Не говоря уже о том, что даже с точки зрения земледельческой техники, закон 9 ноября не выдерживает критики, так как закрепляет личною собственностью главные недостатки общинного хозяйства – чересполосицу, зависимость от соседей по севообороту и длинноземелье, совершенно ясно, что мобилизация собственности сгонит с земли более слабых крестьян и быстро создаст массы сельского пролетариата. Так было везде, где разрушалась община, и так будет и у нас. А готова ли наша страна к тому, чтобы пристроить и утилизировать эти освободившиеся толпы рабочего и безработного люда? Располагает ли русская промышленность такими капиталами, такими рынками, такой организацией, чтобы вознаградить безземельных работников за утрату земли? Готово ли законодательство о бедных, которое дало бы возможность отобрать беспомощных для действительного призрения и направить праздных на производительный труд? Лет триста тому назад, во время земледельческого кризиса в Англии, Тюдоры420 считали необходимым развить обширное законодательство о бедных. В России же XX века мы уже теперь присутствуем при проявлениях нищенства, достойных Средних веков, и нет надобности в особом полете фантазии, чтобы представить себе, что будет совершаться, когда сельские наделы ускользнут хотя бы частью из рук их теперешних владельцев. Странно лишь, что правительство и партии, которые поставили себе главной задачей успокоение страны, остаются слепы к этому угрожающему наводнению бездомных безработных дикарей.
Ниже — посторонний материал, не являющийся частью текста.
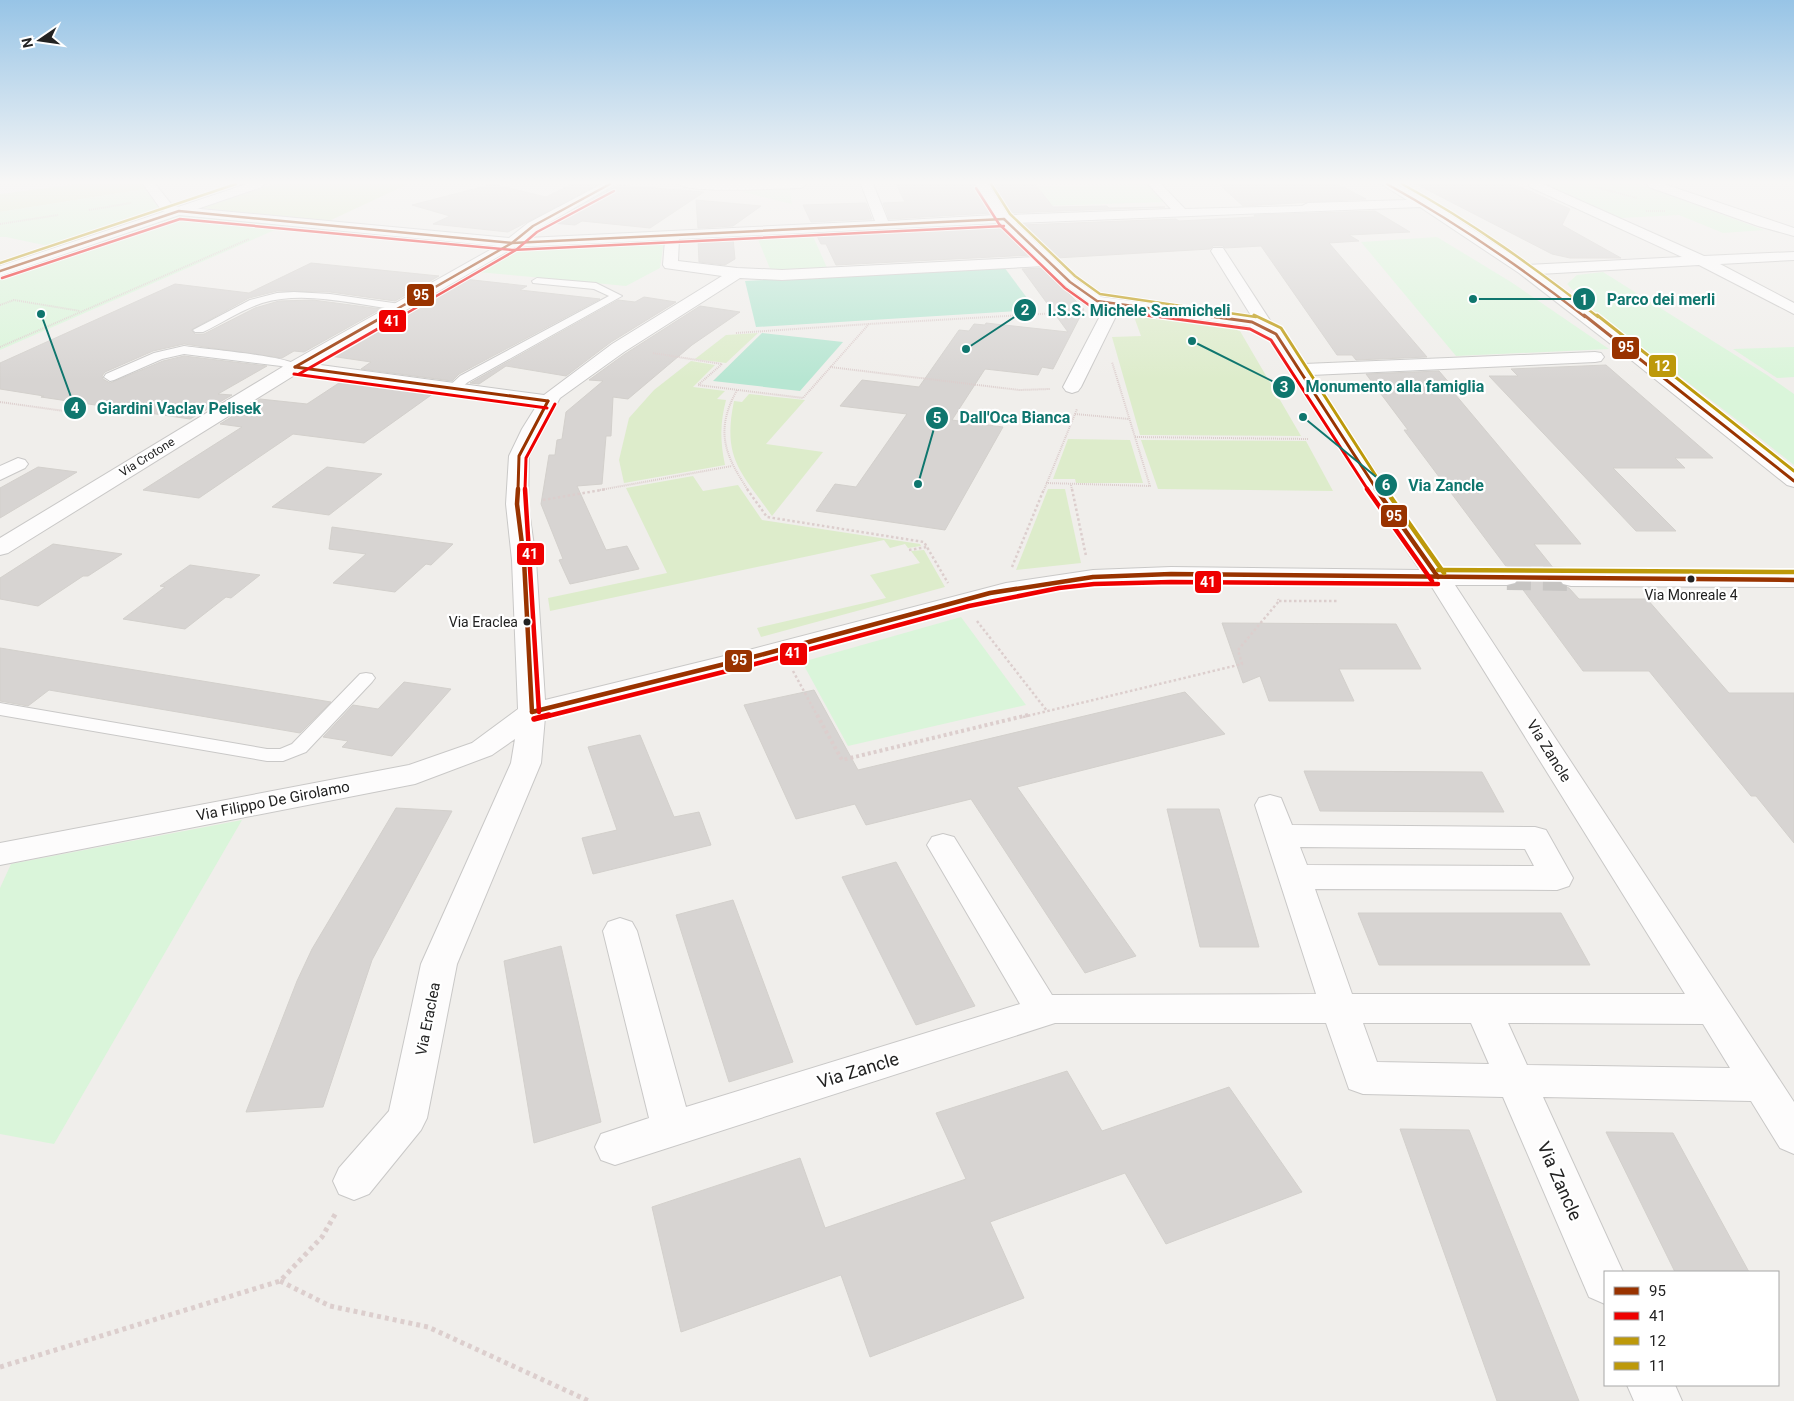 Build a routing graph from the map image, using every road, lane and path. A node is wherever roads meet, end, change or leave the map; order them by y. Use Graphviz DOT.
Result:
graph roads {
  1 [pos="64,249"];
  2 [pos="223,249"];
  3 [pos="501,249"];
  4 [pos="671,249"];
  5 [pos="1035,249"];
  6 [pos="1493,249"];
  7 [pos="1676,249"];
  8 [pos="1218,250"];
  9 [pos="1794,256"];
  10 [pos="1047,261"];
  11 [pos="1704,262"];
  12 [pos="1524,270"];
  13 [pos="0,271"];
  14 [pos="736,273"];
  15 [pos="537,281"];
  16 [pos="1248,296"];
  17 [pos="1097,301"];
  18 [pos="0,306"];
  19 [pos="400,307"];
  20 [pos="1794,309"];
  21 [pos="82,311"];
  22 [pos="1080,312"];
  23 [pos="1209,316"];
  24 [pos="869,324"];
  25 [pos="1267,328"];
  26 [pos="199,330"];
  27 [pos="736,333"];
  28 [pos="0,347"];
  29 [pos="645,352"];
  30 [pos="1595,357"];
  31 [pos="1110,359"];
  32 [pos="295,367"];
  33 [pos="830,368"];
  34 [pos="1298,370"];
  35 [pos="110,378"];
  36 [pos="1072,387"];
  37 [pos="453,388"];
  38 [pos="737,390"];
  39 [pos="548,401"];
  40 [pos="0,402"];
  41 [pos="64,411"];
  42 [pos="1075,414"];
  43 [pos="1129,419"];
  44 [pos="1135,437"];
  45 [pos="1309,439"];
  46 [pos="9,462"];
  47 [pos="732,466"];
  48 [pos="0,474"];
  49 [pos="1794,481"];
  50 [pos="1046,483"];
  51 [pos="1071,486"];
  52 [pos="540,500"];
  53 [pos="928,547"];
  54 [pos="0,548"];
  55 [pos="908,550"];
  56 [pos="1086,557"];
  57 [pos="1011,568"];
  58 [pos="1438,577"];
  59 [pos="1507,578"];
  60 [pos="1571,579"];
  61 [pos="1794,580"];
  62 [pos="952,588"];
  63 [pos="1276,594"];
  64 [pos="977,620"];
  65 [pos="790,664"];
  66 [pos="366,678"];
  67 [pos="0,709"];
  68 [pos="1047,711"];
  69 [pos="532,712"];
  70 [pos="1270,805"];
  71 [pos="1281,836"];
  72 [pos="943,845"];
  73 [pos="0,854"];
  74 [pos="1294,877"];
  75 [pos="620,931"];
  76 [pos="1338,1008"];
  77 [pos="1483,1008"];
  78 [pos="1713,1009"];
  79 [pos="1043,1012"];
  80 [pos="1516,1080"];
  81 [pos="1762,1085"];
  82 [pos="672,1129"];
  83 [pos="1794,1136"];
  84 [pos="615,1147"];
  85 [pos="354,1181"];
  86 [pos="1604,1280"];
  87 [pos="280,1282"];
  88 [pos="0,1367"];
  89 [pos="1651,1386"];
  90 [pos="589,1401"];
  91 [pos="1658,1401"];
  1 -- 13 [label="street"];
  2 -- 21 [label="path"];
  3 -- 19 [label="street, Via Crotone"];
  4 -- 14 [label="street"];
  5 -- 10 [label="street"];
  6 -- 12 [label="street"];
  7 -- 11 [label="street"];
  8 -- 16 [label="street, Via Zancle"];
  9 -- 11 [label="street"];
  10 -- 14 [label="street"];
  10 -- 17 [label="street"];
  11 -- 12 [label="street"];
  11 -- 20 [label="street"];
  12 -- 49 [label="street"];
  14 -- 39 [label="street, Via Eraclea"];
  15 -- 37 [label="lane"];
  16 -- 23 [label="street"];
  16 -- 25 [label="street, Via Zancle"];
  17 -- 23 [label="street"];
  17 -- 36 [label="street"];
  18 -- 21 [label="path"];
  19 -- 26 [label="lane"];
  19 -- 32 [label="street, Via Crotone"];
  21 -- 28 [label="path"];
  22 -- 24 [label="path"];
  23 -- 25 [label="street"];
  24 -- 27 [label="path"];
  24 -- 33 [label="path"];
  25 -- 34 [label="street, Via Zancle"];
  29 -- 38 [label="path"];
  30 -- 34 [label="street"];
  31 -- 43 [label="path"];
  32 -- 35 [label="lane"];
  32 -- 37 [label="street"];
  32 -- 54 [label="street, Via Crotone"];
  33 -- 36 [label="path"];
  33 -- 38 [label="path"];
  34 -- 58 [label="street, Via Zancle"];
  36 -- 42 [label="path"];
  37 -- 39 [label="street"];
  38 -- 47 [label="path"];
  39 -- 69 [label="street, Via Eraclea"];
  40 -- 41 [label="path"];
  42 -- 43 [label="path"];
  42 -- 50 [label="path"];
  43 -- 44 [label="path"];
  44 -- 45 [label="path"];
  44 -- 51 [label="path"];
  46 -- 48 [label="street"];
  47 -- 52 [label="path"];
  47 -- 53 [label="path"];
  50 -- 51 [label="path"];
  50 -- 57 [label="path"];
  51 -- 56 [label="path"];
  53 -- 55 [label="path"];
  53 -- 62 [label="path"];
  58 -- 59 [label="street"];
  58 -- 69 [label="street"];
  58 -- 78 [label="street, Via Zancle"];
  60 -- 61 [label="street"];
  63 -- 68 [label="path"];
  64 -- 68 [label="path"];
  65 -- 68 [label="path"];
  66 -- 67 [label="lane"];
  69 -- 73 [label="street, Via Filippo De Girolamo"];
  69 -- 85 [label="street, Via Eraclea"];
  70 -- 71 [label="street"];
  71 -- 74 [label="street"];
  71 -- 74 [label="street"];
  72 -- 79 [label="street"];
  74 -- 76 [label="street"];
  75 -- 82 [label="street"];
  76 -- 77 [label="street, Via Zancle"];
  76 -- 79 [label="street, Via Zancle"];
  76 -- 80 [label="street"];
  77 -- 78 [label="street, Via Zancle"];
  77 -- 80 [label="street, Via Zancle"];
  78 -- 81 [label="street, Via Zancle"];
  79 -- 82 [label="street, Via Zancle"];
  80 -- 81 [label="street"];
  80 -- 86 [label="street, Via Zancle"];
  81 -- 83 [label="street, Via Zancle"];
  82 -- 84 [label="street, Via Zancle"];
  85 -- 87 [label="path"];
  87 -- 88 [label="path"];
  87 -- 90 [label="path"];
  89 -- 91 [label="street"];
}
Но ведь пример западной Европы показывает, что общинные формы сменяются частновладельческими… Да, сменяются, но как и какие формы? Законодатели, собирающиеся покончить с передельной общиной в России, едва ли пошли далее очень поверхностного знакомства с историей процесса разложения общинного землевладения на Западе. Ведь процесс этот тянется там уже тысячу лет, совершается в пределах разверстки не передельной общины, а долевой, идет путем постепенного проникания капиталов и технических улучшений, обходится минимумом государственного вмешательства и принуждения. В Западной Европе не думали «разрубать гордиев узел», а скорее разматывали клубок, облегчая выход из общинного союза, всячески содействуя сельскохозяйственным улучшениям, заботясь о рациональном соединении полос и формировании участков, но не совершая внезапных законодательных переворотов.
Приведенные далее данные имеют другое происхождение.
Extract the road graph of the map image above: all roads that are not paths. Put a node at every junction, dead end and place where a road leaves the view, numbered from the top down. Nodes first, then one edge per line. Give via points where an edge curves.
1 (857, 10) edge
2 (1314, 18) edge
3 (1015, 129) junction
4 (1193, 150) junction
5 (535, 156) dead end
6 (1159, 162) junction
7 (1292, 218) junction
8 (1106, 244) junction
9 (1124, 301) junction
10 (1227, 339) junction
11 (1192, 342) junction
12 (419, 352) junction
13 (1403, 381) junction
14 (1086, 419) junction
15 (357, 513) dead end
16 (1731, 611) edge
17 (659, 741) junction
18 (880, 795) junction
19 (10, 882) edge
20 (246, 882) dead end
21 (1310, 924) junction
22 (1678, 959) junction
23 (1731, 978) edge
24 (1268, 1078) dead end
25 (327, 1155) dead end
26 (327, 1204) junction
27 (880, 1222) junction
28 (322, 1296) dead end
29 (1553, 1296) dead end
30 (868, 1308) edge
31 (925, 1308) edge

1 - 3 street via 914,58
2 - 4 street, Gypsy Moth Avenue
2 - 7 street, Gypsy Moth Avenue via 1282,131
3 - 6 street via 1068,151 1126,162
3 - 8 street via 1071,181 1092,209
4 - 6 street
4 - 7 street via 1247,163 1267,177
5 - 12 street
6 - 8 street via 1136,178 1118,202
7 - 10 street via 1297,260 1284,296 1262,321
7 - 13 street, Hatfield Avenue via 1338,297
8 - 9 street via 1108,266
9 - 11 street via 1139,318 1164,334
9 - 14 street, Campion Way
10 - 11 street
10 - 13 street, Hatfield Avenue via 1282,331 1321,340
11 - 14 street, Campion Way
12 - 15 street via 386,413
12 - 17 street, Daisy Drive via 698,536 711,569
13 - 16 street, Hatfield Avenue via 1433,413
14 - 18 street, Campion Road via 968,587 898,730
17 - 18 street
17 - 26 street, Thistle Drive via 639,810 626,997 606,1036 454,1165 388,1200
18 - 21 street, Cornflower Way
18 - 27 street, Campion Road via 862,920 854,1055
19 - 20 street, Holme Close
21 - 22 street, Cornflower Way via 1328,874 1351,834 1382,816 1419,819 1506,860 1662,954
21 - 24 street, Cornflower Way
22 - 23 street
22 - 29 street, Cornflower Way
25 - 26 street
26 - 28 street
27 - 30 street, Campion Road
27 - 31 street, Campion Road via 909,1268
Быть может, наконец, правовой характер совершающегося переворота вытекает из таких бесспорных положений, что нет надобности в щепетильном отношении к общинной организации? Едва ли, однако, порядок, державшийся, по крайней мере, в течение трех-четырех столетий, сросшийся со всеми привычками и условиями народного быта, может послушно исчезнуть сразу, потому что законодатели в Петербурге признают его негодность и подлежащим отмене. Без тяжелой борьбы, без обострения сельских отношений дело не обойдется у нас, как оно не обошлось в Германии, когда правительство стало вводить в судах чуждые народу, хотя и прекрасные, принципы римского права421. Ладить с крестьянами вообще нелегко. Они каждый день показывают, насколько они разошлись с так называемыми правящими классами, как плохо они понимают эти классы и как мало им доверяют. Удивительно, что такие опыты, как производимые в настоящее время, предпринимаются без всякого предвидения того раздражения и смуты, которые, несомненно, последуют, если аграрное законодательство третьей Думы получит реальное осуществление. В свое время дело дошло до раскола из-за исправления книг. По земельному вопросу раскол тоже есть, и надвигающаяся земельная реформа его, конечно, не прекратит, а увеличит. Между тем одним из главных побудительных соображений при проведении этой реформы была идея, что создание частной, личной собственности на землю остановит напор крестьян на помещичье землевладение, прекратит земельный голод. Боюсь, что эти надежды основаны на недоразумении. Крестьянство ищет земли не потому, что живет на общинном праве, а потому, что не признает права на землю за собственниками, землю не обрабатывающими. Это чувство грубое и неправильное, но оно факт, и когда крестьяне будут собственниками, их враждебное отношение к «господам» едва ли изменится. Французские крестьяне, расхватавшие земли эмигрантов и церкви, были не общинники, а мелкие частные владельцы, и нет надобности даже обращаться к историческим и заграничным примерам, чтобы наблюдать ненависть мелких частных владельцев к крупным. Стоит подумать об отношениях в остзейских губерниях или хотя бы в Малороссии. Во всяком случае, если превращение общинных владений в частные, наверное, не покончит с историческим антагонизмом между крестьянами и помещиками, зато процесс скоротечного, до некоторой степени насильственного превращения подольет масла в огонь и еще более осложнит и без того напряженные отношения в деревне.